## WORK ORDER
For each line of the material below, give that line again word for word.

## DATA FOR THE TASK
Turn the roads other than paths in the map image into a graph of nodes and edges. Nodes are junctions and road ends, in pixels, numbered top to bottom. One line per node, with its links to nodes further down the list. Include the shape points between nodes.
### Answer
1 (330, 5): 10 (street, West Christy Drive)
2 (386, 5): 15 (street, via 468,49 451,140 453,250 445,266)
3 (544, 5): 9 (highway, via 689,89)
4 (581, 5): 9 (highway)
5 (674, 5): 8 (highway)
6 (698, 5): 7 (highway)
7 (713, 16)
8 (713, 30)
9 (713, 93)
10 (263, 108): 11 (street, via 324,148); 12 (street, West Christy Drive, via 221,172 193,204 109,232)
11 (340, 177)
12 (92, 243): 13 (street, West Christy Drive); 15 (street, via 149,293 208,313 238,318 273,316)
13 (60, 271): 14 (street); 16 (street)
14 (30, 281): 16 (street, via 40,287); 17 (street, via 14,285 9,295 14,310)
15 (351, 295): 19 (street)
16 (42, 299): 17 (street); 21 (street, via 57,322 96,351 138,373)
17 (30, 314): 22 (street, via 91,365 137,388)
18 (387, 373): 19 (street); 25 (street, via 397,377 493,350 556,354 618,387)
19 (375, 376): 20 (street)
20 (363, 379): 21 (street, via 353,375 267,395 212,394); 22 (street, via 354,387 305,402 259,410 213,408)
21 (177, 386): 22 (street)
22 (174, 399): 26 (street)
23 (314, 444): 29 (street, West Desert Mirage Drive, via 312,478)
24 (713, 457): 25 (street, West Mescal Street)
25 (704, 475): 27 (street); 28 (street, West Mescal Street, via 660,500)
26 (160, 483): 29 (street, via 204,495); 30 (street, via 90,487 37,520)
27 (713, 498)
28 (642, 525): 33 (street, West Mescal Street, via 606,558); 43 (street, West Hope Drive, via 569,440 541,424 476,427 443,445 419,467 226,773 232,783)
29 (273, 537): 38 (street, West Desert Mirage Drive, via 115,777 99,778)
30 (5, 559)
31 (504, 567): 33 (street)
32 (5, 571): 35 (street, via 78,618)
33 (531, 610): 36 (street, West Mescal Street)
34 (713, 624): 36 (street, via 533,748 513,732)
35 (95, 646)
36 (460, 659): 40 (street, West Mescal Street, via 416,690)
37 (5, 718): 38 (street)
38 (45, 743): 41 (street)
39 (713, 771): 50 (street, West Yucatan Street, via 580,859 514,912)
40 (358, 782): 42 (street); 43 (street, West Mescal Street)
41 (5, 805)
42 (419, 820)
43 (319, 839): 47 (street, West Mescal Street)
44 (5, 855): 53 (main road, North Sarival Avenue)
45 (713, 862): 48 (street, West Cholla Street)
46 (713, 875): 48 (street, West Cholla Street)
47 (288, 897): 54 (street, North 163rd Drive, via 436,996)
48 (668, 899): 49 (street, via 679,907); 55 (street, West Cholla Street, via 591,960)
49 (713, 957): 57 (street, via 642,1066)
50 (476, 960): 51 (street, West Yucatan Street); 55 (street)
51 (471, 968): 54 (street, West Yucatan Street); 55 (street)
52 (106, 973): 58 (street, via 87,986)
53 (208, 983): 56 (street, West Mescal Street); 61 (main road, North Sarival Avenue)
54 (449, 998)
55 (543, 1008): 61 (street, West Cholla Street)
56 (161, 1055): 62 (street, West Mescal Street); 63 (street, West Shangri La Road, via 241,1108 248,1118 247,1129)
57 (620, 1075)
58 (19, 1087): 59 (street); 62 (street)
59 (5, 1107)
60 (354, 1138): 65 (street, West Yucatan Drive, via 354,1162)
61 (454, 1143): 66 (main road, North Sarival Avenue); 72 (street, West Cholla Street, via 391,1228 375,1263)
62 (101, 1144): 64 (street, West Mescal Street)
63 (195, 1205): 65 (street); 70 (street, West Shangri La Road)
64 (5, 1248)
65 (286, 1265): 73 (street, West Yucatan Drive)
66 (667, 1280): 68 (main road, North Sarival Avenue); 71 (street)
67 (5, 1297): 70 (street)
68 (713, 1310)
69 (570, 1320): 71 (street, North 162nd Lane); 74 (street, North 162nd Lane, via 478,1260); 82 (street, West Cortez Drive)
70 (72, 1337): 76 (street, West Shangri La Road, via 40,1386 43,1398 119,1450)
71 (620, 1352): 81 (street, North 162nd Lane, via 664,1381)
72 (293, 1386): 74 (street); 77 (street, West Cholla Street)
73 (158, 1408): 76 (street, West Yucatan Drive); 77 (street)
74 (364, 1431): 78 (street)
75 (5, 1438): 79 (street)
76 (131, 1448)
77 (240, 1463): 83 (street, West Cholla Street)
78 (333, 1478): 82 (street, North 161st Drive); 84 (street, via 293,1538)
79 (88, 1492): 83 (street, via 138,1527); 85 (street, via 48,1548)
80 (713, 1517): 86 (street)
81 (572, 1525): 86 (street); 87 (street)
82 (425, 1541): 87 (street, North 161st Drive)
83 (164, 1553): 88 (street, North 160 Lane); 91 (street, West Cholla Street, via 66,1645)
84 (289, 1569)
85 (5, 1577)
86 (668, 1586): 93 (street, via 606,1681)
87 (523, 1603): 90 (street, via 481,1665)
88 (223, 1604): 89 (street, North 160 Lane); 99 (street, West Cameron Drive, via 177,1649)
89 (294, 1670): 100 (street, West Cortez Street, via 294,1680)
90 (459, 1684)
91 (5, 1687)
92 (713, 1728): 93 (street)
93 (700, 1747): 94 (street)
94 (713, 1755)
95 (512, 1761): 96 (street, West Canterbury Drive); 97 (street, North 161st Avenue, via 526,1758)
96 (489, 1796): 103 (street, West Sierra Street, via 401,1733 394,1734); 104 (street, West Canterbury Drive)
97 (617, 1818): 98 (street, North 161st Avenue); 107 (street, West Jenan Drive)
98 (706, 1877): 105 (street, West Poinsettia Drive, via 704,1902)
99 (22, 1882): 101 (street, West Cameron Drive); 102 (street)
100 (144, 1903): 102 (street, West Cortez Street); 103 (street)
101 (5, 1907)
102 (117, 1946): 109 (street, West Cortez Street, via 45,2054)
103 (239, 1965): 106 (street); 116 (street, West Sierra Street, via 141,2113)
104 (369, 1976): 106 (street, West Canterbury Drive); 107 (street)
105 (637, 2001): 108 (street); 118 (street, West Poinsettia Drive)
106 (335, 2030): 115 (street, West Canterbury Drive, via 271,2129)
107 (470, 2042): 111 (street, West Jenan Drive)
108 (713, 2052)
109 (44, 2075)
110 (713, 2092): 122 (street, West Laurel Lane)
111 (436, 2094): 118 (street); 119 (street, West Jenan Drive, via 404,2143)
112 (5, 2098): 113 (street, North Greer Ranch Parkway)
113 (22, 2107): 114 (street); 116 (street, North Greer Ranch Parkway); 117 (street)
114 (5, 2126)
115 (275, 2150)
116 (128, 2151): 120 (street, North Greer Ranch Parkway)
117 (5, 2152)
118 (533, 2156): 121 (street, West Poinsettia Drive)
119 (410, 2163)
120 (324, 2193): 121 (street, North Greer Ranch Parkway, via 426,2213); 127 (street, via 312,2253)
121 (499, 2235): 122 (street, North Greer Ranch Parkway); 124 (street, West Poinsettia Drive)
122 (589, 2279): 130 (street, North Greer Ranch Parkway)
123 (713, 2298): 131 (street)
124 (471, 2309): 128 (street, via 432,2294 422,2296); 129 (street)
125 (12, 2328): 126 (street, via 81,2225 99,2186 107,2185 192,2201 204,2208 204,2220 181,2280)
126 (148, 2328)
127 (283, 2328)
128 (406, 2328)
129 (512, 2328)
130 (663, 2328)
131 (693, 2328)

## REPLY TO THE TASK
Turn the roads other than paths in the map image into a graph of nodes and edges. Nodes are junctions and road ends, in pixels, numbered top to bottom. One line per node, with its links to nodes further down the list. Include the shape points between nodes.
### Answer
1 (330, 5): 10 (street, West Christy Drive)
2 (386, 5): 15 (street, via 468,49 451,140 453,250 445,266)
3 (544, 5): 9 (highway, via 689,89)
4 (581, 5): 9 (highway)
5 (674, 5): 8 (highway)
6 (698, 5): 7 (highway)
7 (713, 16)
8 (713, 30)
9 (713, 93)
10 (263, 108): 11 (street, via 324,148); 12 (street, West Christy Drive, via 221,172 193,204 109,232)
11 (340, 177)
12 (92, 243): 13 (street, West Christy Drive); 15 (street, via 149,293 208,313 238,318 273,316)
13 (60, 271): 14 (street); 16 (street)
14 (30, 281): 16 (street, via 40,287); 17 (street, via 14,285 9,295 14,310)
15 (351, 295): 19 (street)
16 (42, 299): 17 (street); 21 (street, via 57,322 96,351 138,373)
17 (30, 314): 22 (street, via 91,365 137,388)
18 (387, 373): 19 (street); 25 (street, via 397,377 493,350 556,354 618,387)
19 (375, 376): 20 (street)
20 (363, 379): 21 (street, via 353,375 267,395 212,394); 22 (street, via 354,387 305,402 259,410 213,408)
21 (177, 386): 22 (street)
22 (174, 399): 26 (street)
23 (314, 444): 29 (street, West Desert Mirage Drive, via 312,478)
24 (713, 457): 25 (street, West Mescal Street)
25 (704, 475): 27 (street); 28 (street, West Mescal Street, via 660,500)
26 (160, 483): 29 (street, via 204,495); 30 (street, via 90,487 37,520)
27 (713, 498)
28 (642, 525): 33 (street, West Mescal Street, via 606,558); 43 (street, West Hope Drive, via 569,440 541,424 476,427 443,445 419,467 226,773 232,783)
29 (273, 537): 38 (street, West Desert Mirage Drive, via 115,777 99,778)
30 (5, 559)
31 (504, 567): 33 (street)
32 (5, 571): 35 (street, via 78,618)
33 (531, 610): 36 (street, West Mescal Street)
34 (713, 624): 36 (street, via 533,748 513,732)
35 (95, 646)
36 (460, 659): 40 (street, West Mescal Street, via 416,690)
37 (5, 718): 38 (street)
38 (45, 743): 41 (street)
39 (713, 771): 50 (street, West Yucatan Street, via 580,859 514,912)
40 (358, 782): 42 (street); 43 (street, West Mescal Street)
41 (5, 805)
42 (419, 820)
43 (319, 839): 47 (street, West Mescal Street)
44 (5, 855): 53 (main road, North Sarival Avenue)
45 (713, 862): 48 (street, West Cholla Street)
46 (713, 875): 48 (street, West Cholla Street)
47 (288, 897): 54 (street, North 163rd Drive, via 436,996)
48 (668, 899): 49 (street, via 679,907); 55 (street, West Cholla Street, via 591,960)
49 (713, 957): 57 (street, via 642,1066)
50 (476, 960): 51 (street, West Yucatan Street); 55 (street)
51 (471, 968): 54 (street, West Yucatan Street); 55 (street)
52 (106, 973): 58 (street, via 87,986)
53 (208, 983): 56 (street, West Mescal Street); 61 (main road, North Sarival Avenue)
54 (449, 998)
55 (543, 1008): 61 (street, West Cholla Street)
56 (161, 1055): 62 (street, West Mescal Street); 63 (street, West Shangri La Road, via 241,1108 248,1118 247,1129)
57 (620, 1075)
58 (19, 1087): 59 (street); 62 (street)
59 (5, 1107)
60 (354, 1138): 65 (street, West Yucatan Drive, via 354,1162)
61 (454, 1143): 66 (main road, North Sarival Avenue); 72 (street, West Cholla Street, via 391,1228 375,1263)
62 (101, 1144): 64 (street, West Mescal Street)
63 (195, 1205): 65 (street); 70 (street, West Shangri La Road)
64 (5, 1248)
65 (286, 1265): 73 (street, West Yucatan Drive)
66 (667, 1280): 68 (main road, North Sarival Avenue); 71 (street)
67 (5, 1297): 70 (street)
68 (713, 1310)
69 (570, 1320): 71 (street, North 162nd Lane); 74 (street, North 162nd Lane, via 478,1260); 82 (street, West Cortez Drive)
70 (72, 1337): 76 (street, West Shangri La Road, via 40,1386 43,1398 119,1450)
71 (620, 1352): 81 (street, North 162nd Lane, via 664,1381)
72 (293, 1386): 74 (street); 77 (street, West Cholla Street)
73 (158, 1408): 76 (street, West Yucatan Drive); 77 (street)
74 (364, 1431): 78 (street)
75 (5, 1438): 79 (street)
76 (131, 1448)
77 (240, 1463): 83 (street, West Cholla Street)
78 (333, 1478): 82 (street, North 161st Drive); 84 (street, via 293,1538)
79 (88, 1492): 83 (street, via 138,1527); 85 (street, via 48,1548)
80 (713, 1517): 86 (street)
81 (572, 1525): 86 (street); 87 (street)
82 (425, 1541): 87 (street, North 161st Drive)
83 (164, 1553): 88 (street, North 160 Lane); 91 (street, West Cholla Street, via 66,1645)
84 (289, 1569)
85 (5, 1577)
86 (668, 1586): 93 (street, via 606,1681)
87 (523, 1603): 90 (street, via 481,1665)
88 (223, 1604): 89 (street, North 160 Lane); 99 (street, West Cameron Drive, via 177,1649)
89 (294, 1670): 100 (street, West Cortez Street, via 294,1680)
90 (459, 1684)
91 (5, 1687)
92 (713, 1728): 93 (street)
93 (700, 1747): 94 (street)
94 (713, 1755)
95 (512, 1761): 96 (street, West Canterbury Drive); 97 (street, North 161st Avenue, via 526,1758)
96 (489, 1796): 103 (street, West Sierra Street, via 401,1733 394,1734); 104 (street, West Canterbury Drive)
97 (617, 1818): 98 (street, North 161st Avenue); 107 (street, West Jenan Drive)
98 (706, 1877): 105 (street, West Poinsettia Drive, via 704,1902)
99 (22, 1882): 101 (street, West Cameron Drive); 102 (street)
100 (144, 1903): 102 (street, West Cortez Street); 103 (street)
101 (5, 1907)
102 (117, 1946): 109 (street, West Cortez Street, via 45,2054)
103 (239, 1965): 106 (street); 116 (street, West Sierra Street, via 141,2113)
104 (369, 1976): 106 (street, West Canterbury Drive); 107 (street)
105 (637, 2001): 108 (street); 118 (street, West Poinsettia Drive)
106 (335, 2030): 115 (street, West Canterbury Drive, via 271,2129)
107 (470, 2042): 111 (street, West Jenan Drive)
108 (713, 2052)
109 (44, 2075)
110 (713, 2092): 122 (street, West Laurel Lane)
111 (436, 2094): 118 (street); 119 (street, West Jenan Drive, via 404,2143)
112 (5, 2098): 113 (street, North Greer Ranch Parkway)
113 (22, 2107): 114 (street); 116 (street, North Greer Ranch Parkway); 117 (street)
114 (5, 2126)
115 (275, 2150)
116 (128, 2151): 120 (street, North Greer Ranch Parkway)
117 (5, 2152)
118 (533, 2156): 121 (street, West Poinsettia Drive)
119 (410, 2163)
120 (324, 2193): 121 (street, North Greer Ranch Parkway, via 426,2213); 127 (street, via 312,2253)
121 (499, 2235): 122 (street, North Greer Ranch Parkway); 124 (street, West Poinsettia Drive)
122 (589, 2279): 130 (street, North Greer Ranch Parkway)
123 (713, 2298): 131 (street)
124 (471, 2309): 128 (street, via 432,2294 422,2296); 129 (street)
125 (12, 2328): 126 (street, via 81,2225 99,2186 107,2185 192,2201 204,2208 204,2220 181,2280)
126 (148, 2328)
127 (283, 2328)
128 (406, 2328)
129 (512, 2328)
130 (663, 2328)
131 (693, 2328)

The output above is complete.